● TASK OBJECTIVE
The required output is every line from the beginning of the entries below through the line that includes "static void R(double", copied exactly.

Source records
____________
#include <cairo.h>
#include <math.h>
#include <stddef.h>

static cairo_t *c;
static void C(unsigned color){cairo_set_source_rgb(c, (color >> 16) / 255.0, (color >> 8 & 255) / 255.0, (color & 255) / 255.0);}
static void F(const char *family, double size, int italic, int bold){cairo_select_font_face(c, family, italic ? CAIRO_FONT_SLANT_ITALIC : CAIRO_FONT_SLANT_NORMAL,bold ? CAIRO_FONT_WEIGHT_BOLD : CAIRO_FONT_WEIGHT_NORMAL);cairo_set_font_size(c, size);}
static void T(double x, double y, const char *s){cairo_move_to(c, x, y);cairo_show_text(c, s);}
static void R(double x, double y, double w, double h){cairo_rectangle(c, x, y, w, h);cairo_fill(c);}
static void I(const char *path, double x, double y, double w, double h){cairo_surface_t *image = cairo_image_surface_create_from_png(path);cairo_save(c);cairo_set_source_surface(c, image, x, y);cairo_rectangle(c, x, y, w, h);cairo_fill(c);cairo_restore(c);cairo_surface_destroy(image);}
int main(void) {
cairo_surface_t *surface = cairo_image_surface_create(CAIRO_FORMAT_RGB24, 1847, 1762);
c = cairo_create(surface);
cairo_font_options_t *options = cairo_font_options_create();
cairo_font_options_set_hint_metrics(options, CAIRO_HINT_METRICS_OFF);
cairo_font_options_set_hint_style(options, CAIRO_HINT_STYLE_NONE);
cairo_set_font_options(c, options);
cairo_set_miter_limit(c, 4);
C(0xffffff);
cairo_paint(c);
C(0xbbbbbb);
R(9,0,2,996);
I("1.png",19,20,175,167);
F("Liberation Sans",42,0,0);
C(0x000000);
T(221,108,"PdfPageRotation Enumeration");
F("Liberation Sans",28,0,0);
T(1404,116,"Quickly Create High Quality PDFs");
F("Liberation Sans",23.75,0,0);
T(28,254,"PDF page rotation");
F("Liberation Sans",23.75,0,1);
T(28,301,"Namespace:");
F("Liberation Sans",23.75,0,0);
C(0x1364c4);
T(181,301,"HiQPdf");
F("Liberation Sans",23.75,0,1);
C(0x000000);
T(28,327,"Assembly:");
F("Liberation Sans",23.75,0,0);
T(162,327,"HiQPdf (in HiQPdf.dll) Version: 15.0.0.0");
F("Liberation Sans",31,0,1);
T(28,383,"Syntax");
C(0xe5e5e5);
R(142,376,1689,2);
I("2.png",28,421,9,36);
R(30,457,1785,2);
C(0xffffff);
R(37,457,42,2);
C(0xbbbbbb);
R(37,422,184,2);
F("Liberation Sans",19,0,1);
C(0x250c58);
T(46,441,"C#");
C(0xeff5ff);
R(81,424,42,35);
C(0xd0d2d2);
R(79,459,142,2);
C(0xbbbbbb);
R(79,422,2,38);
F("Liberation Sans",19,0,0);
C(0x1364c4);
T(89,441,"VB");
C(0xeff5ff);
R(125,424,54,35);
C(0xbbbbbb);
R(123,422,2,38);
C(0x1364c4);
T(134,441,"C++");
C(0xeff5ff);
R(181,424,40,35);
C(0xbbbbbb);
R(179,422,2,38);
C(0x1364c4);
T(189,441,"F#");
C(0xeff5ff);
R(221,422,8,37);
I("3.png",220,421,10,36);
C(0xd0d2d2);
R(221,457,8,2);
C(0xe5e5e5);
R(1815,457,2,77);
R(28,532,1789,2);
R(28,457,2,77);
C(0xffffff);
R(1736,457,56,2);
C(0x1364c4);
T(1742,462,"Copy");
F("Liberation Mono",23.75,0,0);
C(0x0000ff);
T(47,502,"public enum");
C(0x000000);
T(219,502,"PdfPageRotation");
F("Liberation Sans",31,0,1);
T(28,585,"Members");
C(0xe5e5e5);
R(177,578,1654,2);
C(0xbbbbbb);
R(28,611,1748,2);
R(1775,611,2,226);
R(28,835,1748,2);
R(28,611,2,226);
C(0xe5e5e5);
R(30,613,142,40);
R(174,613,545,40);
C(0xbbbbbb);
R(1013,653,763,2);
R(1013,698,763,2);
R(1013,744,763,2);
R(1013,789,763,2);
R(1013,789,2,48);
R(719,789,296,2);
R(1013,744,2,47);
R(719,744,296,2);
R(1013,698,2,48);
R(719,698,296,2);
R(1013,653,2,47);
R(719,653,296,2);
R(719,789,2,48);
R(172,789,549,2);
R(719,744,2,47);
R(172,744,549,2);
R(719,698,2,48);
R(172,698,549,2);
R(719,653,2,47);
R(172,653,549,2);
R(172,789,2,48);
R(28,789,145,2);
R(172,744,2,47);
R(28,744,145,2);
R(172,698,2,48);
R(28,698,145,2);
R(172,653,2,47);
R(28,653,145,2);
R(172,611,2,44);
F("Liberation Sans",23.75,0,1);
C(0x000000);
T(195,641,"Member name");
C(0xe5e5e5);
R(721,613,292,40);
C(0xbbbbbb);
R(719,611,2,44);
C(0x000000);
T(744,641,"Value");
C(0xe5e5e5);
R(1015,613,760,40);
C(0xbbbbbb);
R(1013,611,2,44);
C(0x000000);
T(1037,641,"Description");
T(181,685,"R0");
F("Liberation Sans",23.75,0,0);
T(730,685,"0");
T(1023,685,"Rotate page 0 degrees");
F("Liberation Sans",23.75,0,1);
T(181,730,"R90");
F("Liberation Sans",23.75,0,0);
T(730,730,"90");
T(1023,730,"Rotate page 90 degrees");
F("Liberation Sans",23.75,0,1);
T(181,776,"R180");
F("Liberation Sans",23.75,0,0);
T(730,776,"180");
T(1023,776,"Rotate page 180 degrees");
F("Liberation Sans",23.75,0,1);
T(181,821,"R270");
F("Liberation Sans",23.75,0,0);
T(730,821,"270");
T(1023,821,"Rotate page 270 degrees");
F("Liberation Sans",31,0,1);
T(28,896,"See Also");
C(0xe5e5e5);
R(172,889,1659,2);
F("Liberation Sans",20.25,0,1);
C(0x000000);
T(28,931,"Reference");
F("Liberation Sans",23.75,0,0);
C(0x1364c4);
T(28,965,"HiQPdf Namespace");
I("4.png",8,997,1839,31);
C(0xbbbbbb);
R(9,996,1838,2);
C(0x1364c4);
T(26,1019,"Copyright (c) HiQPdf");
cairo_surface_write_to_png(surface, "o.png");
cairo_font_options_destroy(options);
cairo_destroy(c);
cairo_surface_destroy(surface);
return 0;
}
____________
● EXPECTED ANSWER
#include <cairo.h>
#include <math.h>
#include <stddef.h>

static cairo_t *c;
static void C(unsigned color){cairo_set_source_rgb(c, (color >> 16) / 255.0, (color >> 8 & 255) / 255.0, (color & 255) / 255.0);}
static void F(const char *family, double size, int italic, int bold){cairo_select_font_face(c, family, italic ? CAIRO_FONT_SLANT_ITALIC : CAIRO_FONT_SLANT_NORMAL,bold ? CAIRO_FONT_WEIGHT_BOLD : CAIRO_FONT_WEIGHT_NORMAL);cairo_set_font_size(c, size);}
static void T(double x, double y, const char *s){cairo_move_to(c, x, y);cairo_show_text(c, s);}
static void R(double x, double y, double w, double h){cairo_rectangle(c, x, y, w, h);cairo_fill(c);}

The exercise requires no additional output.